Interval-scored fields return a continuous value on a defined range, paired with a discretised label (e.g. low / moderate / high arousal). Used for Arousal, Valence, Engagement, Pleasantness, Loudness, Roughness, Timbre, Space, Texture, and Grooviness.

BPM returns a raw numeric value with no class.

Note that Loudness is measured directly from the audio per the ITU-R BS.1770-4 standard (in LKFS) rather than predicted by the model. Its value is a deterministic measurement, and itslabel is a categorisation of that measurement, not a model output.

Reading Distribution Scores

A probabilityScore divides the model's belief across all classes in a field, so the meaning of a given score depends on the class count.

A 0.5 on a 2-class field is borderline; a 0.5 on a 135-class field indicates very high affinity, since one class has claimed half of the total weight out of 135 possible options.

This is most visible in Genres. Main Genre (16 classes) tends to produce higher, more concentrated scores because the categories are broad and distinct. Sub Genre (135 classes) produces lower, more distributed scores, reflecting the natural overlap between adjacent sub-styles such as deep house and ambient house.

Lower sub-genre scores are expected, not a sign of low confidence.

Confidence Threshold and Returned Labels

For multi-label fields (Main Genre, Sub Genre, Mood, Instruments, Audience Age, Audience Region, Use Case), only classes above the model's internal confidence threshold are returned in thelabels array, capped at the field's maximum (2 or 3 depending on the field).

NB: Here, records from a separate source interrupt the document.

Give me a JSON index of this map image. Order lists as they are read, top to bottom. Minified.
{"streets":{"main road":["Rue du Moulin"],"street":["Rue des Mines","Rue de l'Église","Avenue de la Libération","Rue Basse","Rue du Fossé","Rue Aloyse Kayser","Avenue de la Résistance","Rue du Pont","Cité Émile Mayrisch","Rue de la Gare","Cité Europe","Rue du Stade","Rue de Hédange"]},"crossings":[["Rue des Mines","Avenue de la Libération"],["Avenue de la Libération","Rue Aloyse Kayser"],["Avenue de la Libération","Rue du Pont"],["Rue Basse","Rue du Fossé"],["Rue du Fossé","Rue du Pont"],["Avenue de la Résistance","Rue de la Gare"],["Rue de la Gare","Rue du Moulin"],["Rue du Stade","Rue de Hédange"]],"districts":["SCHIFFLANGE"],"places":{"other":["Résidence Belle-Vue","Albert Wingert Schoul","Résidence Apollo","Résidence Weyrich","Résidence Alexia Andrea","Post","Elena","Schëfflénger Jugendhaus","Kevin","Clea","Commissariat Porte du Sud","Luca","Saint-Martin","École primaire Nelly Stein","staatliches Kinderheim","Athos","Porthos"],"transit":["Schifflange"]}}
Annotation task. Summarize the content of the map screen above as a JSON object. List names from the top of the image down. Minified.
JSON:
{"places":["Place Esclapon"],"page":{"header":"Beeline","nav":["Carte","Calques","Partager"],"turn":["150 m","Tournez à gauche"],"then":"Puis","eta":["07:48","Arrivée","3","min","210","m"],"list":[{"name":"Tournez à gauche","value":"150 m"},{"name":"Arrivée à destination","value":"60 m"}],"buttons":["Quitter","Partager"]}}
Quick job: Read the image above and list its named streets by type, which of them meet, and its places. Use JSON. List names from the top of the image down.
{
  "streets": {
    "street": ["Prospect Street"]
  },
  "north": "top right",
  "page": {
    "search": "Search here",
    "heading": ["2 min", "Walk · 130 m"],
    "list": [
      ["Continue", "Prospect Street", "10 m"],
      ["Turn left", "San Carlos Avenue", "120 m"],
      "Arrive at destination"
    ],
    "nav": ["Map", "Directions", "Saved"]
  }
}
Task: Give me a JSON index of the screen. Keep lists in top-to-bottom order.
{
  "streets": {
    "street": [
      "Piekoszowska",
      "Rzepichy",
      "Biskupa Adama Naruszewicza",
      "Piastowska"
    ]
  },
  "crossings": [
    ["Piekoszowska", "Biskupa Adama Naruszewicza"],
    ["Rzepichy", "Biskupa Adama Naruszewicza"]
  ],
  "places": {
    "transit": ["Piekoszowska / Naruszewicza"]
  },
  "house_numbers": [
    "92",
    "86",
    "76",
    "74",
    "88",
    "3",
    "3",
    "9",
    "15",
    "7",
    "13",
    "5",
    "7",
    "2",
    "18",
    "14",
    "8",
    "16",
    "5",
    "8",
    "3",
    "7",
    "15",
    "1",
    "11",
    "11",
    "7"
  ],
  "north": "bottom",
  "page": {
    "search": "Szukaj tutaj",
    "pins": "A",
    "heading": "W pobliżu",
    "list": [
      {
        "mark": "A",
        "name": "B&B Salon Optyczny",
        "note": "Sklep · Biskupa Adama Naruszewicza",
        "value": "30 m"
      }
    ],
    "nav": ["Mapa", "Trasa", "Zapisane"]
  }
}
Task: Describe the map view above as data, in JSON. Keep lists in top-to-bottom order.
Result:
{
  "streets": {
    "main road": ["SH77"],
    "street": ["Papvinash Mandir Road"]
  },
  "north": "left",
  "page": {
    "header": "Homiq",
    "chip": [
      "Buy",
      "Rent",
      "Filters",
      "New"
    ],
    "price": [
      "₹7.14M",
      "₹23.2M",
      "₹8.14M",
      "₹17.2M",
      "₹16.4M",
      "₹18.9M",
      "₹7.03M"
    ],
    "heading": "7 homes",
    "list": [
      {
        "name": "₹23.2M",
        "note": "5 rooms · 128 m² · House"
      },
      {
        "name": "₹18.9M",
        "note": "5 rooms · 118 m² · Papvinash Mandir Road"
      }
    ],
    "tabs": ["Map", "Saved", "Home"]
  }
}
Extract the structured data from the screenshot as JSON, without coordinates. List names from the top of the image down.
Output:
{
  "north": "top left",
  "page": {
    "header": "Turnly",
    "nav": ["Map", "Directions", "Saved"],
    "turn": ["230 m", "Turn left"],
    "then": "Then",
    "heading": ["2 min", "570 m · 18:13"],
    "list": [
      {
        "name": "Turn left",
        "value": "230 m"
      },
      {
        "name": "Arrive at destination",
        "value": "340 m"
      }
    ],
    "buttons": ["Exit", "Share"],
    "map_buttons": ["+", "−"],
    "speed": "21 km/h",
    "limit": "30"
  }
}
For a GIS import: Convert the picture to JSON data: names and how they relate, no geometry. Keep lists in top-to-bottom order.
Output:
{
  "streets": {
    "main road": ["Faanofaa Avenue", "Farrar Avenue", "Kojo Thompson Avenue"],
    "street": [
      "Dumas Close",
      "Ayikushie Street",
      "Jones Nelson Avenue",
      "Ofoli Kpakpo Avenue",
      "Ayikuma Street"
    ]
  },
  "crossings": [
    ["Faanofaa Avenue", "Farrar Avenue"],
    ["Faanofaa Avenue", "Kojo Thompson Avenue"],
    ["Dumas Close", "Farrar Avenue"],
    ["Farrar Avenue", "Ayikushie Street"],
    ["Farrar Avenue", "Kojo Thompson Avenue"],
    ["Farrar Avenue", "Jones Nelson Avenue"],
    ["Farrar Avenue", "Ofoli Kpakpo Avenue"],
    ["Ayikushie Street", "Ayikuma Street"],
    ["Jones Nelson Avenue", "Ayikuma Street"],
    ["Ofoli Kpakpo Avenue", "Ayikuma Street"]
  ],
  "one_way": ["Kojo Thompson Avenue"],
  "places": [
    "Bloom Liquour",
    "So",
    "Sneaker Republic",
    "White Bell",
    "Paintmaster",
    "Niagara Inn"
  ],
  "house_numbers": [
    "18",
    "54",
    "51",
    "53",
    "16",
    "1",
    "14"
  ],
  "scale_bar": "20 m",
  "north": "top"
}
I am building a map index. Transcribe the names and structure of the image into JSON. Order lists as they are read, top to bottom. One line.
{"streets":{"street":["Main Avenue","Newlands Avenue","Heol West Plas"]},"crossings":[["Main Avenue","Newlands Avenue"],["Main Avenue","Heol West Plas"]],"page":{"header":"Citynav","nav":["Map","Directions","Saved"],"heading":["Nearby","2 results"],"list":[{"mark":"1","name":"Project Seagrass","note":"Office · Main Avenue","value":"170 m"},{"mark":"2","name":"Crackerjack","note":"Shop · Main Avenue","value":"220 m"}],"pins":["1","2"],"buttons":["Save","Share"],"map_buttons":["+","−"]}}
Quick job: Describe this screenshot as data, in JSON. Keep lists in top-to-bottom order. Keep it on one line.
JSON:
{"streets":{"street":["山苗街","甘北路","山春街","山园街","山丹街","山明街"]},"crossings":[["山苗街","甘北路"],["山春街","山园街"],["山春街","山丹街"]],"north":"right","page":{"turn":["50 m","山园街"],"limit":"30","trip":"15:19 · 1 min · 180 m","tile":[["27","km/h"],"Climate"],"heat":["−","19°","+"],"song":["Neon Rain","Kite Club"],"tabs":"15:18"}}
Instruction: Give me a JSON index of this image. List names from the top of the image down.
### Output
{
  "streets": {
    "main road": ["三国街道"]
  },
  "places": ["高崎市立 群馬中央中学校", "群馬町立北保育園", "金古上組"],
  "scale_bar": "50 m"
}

For single-label fields, exactly one label is always returned.

If a track's probability is spread across many classes without any single one clearly dominating, only the classes above the threshold will be returned. In that case, thelabels array may contain fewer entries than the field's maximum (e.g. one Main Genre label instead of three).

The Embedding

Each track also returns a 768-dimension embedding vector that encodes its sonic essence as a single point in a high-dimensional space. Tracks that sound similar sit close together in that space, making the embedding the foundation for similarity search, recommendation, and classification.

The 768 dimensions are not individually meaningful. No single dimension corresponds to e.g. "tempo" or "brightness".

Instead, the model distributes sonic attributes such as pitch, timbre, frequency patterns, rhythmic feel across the full vector. Meaning emerges from the relationship between vectors, not from inspecting any one component.

Comparing Embeddings

Similarity between two tracks is measured by comparing their vectors. A standard metric for audio embedding similarity is cosine similarity, which measures the angle between two vectors and ranges from -1 (opposite) to 1 (identical direction). Higher values mean closer sonic match.

The absolute scale matters less than relative ranking. Embeddings are most useful for ordering candidates (nearest-neighbour search) rather than producing standalone confidence numbers.

Fields vs. the Embedding

Fields and the embedding are complementary.

Fields are discrete, named, and bounded by their class lists, making them best for filtering, faceting, and explainability.

The embedding is continuous and unbounded, making it best for similarity, search, and recommendation.

Most production systems combine the two: fields narrow the candidate pool, embeddings rank within it.

Because both outputs are derived from audio rather than listener behaviour, they work for brand-new tracks with no listening history. This is a key advantage over collaborative-filtering recommendation systems.